Low Island release new album Life In Miniature on November 4th via their own label Emotional Interference - an 11-track journey through art-rock, alt-pop and electronica tinged with indie and psych elements.
Described by the Oxford quartet as ‘A sonic photo album, a journey through three years of accelerated change that felt like a life time - leaving home, losing loved ones, falling in love - and trying to make sense of it all. Whilst it’s not necessarily a ‘pandemic record’, it does look over that period of time in which big life changes happened, and happened faster than they would have done otherwise.’
Weaving together memories that capture both the light and shade of those turbulent years, Low Island enlisted the help of engineer Tom Archer (Little Simz, David Byrne, Slowthai), recording the album in home-made studios across rural France, Oxford, London, as well as London’s RAK Studios and Eastbourne’s Echo Zoo.
Life in Miniature is an exploratory exhibition - treading the line between granular, emotional introspection and Big Picture understanding and acceptance.
Each single so far, the pastel-coloured gem ‘Can’t Forget’, technicolour pop explosion ‘Kid Gloves’, the cascading ‘Forever Is Too Long’ and gently pulsating, introspective ‘Robin’ have attracted support from key media champions. Each has been played on BBC Radio 1 by Jack Saunders, and the band were recently interviewed on Chris Hawkins ’BBC 6Music show by Deb Grant, to go along with numerous plays. In the US KCRW have been fans, and Australia's Double J consistent supporters.
In the build-up to the album’s release, Low Island supported Hot Chip during their triumphant run at the iconic Brixton Academy in London, as well undertaking a mainland European tour. Rolling Stone, The Independent, Clash and Beats Per Minute have lead the charge at press, while flagship placements in New Music Friday and The Indie List at Spotify have crystallised their profile.
The album creative comes with artwork born out of a collaboration between Low Island, creative director and sculptor Freya Douglas Ferguson, photographer Brian Rankin and floral artist MOS, alongside a series of live videos directed by the band themselves.
Their sophomore album follows acclaimed debut If You Could Have It All Again, an album that took stock of a 20s filled with false-starts, heartbreak and cyclical conflict, carving a path towards a better decade to come. It reached #17 in the UK Official Downloads Chart and #5 in the UK Independent Chart.
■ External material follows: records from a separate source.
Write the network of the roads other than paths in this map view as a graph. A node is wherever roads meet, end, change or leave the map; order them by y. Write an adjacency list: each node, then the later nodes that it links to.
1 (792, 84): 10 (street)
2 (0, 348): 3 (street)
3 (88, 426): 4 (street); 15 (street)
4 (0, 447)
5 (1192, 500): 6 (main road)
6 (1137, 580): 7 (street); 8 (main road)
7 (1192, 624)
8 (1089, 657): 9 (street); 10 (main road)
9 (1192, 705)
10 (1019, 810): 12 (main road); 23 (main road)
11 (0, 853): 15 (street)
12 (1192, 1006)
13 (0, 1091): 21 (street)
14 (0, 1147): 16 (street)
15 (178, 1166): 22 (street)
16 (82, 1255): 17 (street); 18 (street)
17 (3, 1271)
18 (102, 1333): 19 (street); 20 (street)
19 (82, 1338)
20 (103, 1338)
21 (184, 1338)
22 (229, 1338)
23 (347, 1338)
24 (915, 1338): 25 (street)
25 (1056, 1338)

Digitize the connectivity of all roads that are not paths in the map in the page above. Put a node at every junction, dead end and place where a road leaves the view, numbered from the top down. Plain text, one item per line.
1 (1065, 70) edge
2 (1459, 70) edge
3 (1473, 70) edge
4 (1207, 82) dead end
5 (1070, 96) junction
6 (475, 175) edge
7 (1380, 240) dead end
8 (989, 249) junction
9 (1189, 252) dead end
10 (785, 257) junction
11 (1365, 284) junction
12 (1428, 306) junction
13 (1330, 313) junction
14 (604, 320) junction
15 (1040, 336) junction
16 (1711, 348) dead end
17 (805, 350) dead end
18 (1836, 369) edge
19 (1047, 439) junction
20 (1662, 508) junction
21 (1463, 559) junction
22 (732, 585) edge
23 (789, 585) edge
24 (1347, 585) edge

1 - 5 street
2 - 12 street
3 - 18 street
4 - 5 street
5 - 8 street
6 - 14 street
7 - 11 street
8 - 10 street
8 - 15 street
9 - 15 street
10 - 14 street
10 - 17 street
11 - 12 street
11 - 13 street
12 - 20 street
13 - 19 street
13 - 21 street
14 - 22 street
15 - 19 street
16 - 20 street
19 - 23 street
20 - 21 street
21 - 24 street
It was swiftly followed by EP Just Another Dreamer, where they continued to hone their delicate balance of stirring electronics, indie rock and infectious pop, with Double J’s Zan Rowe comparing the ‘euphoric nostalgia’ of single ‘Everything Before Us’ to Caribou and Foals. This balance is one they have been devotedly fine-tuning over the years, firmly rooted in an independence that extends to everything from managing themselves, writing and producing their own music, directing their own videos and releasing everything on their own record label, Emotional Interference.
It’s an independence that is paying off. The release of both album and EP resulted in sold out gigs across the UK, a packed out London Village Underground show and an announcement of their first EU Headline Tour. It has brought them accolades from The Line of Best Fit, Rolling Stone and PASTE, alongside play-listing from Double J, Deutschlandfunk Nova, NDR 2, with further support from KCRW, Triple J and BBC Radio1. It has found them champions in BBC 6music’s Lauren Laverne and Apple Music’s Zane Lowe, who has previously lauded the band’s ‘unbelievable…soulful, intellectual creativity.’
Paving the way for independent artists with their cathartic anthems about love, loss and life, Low Island follow in the lineage of Oxford bands Radiohead, Glass Animals and Foals: tenacious, free-spirited and fearless.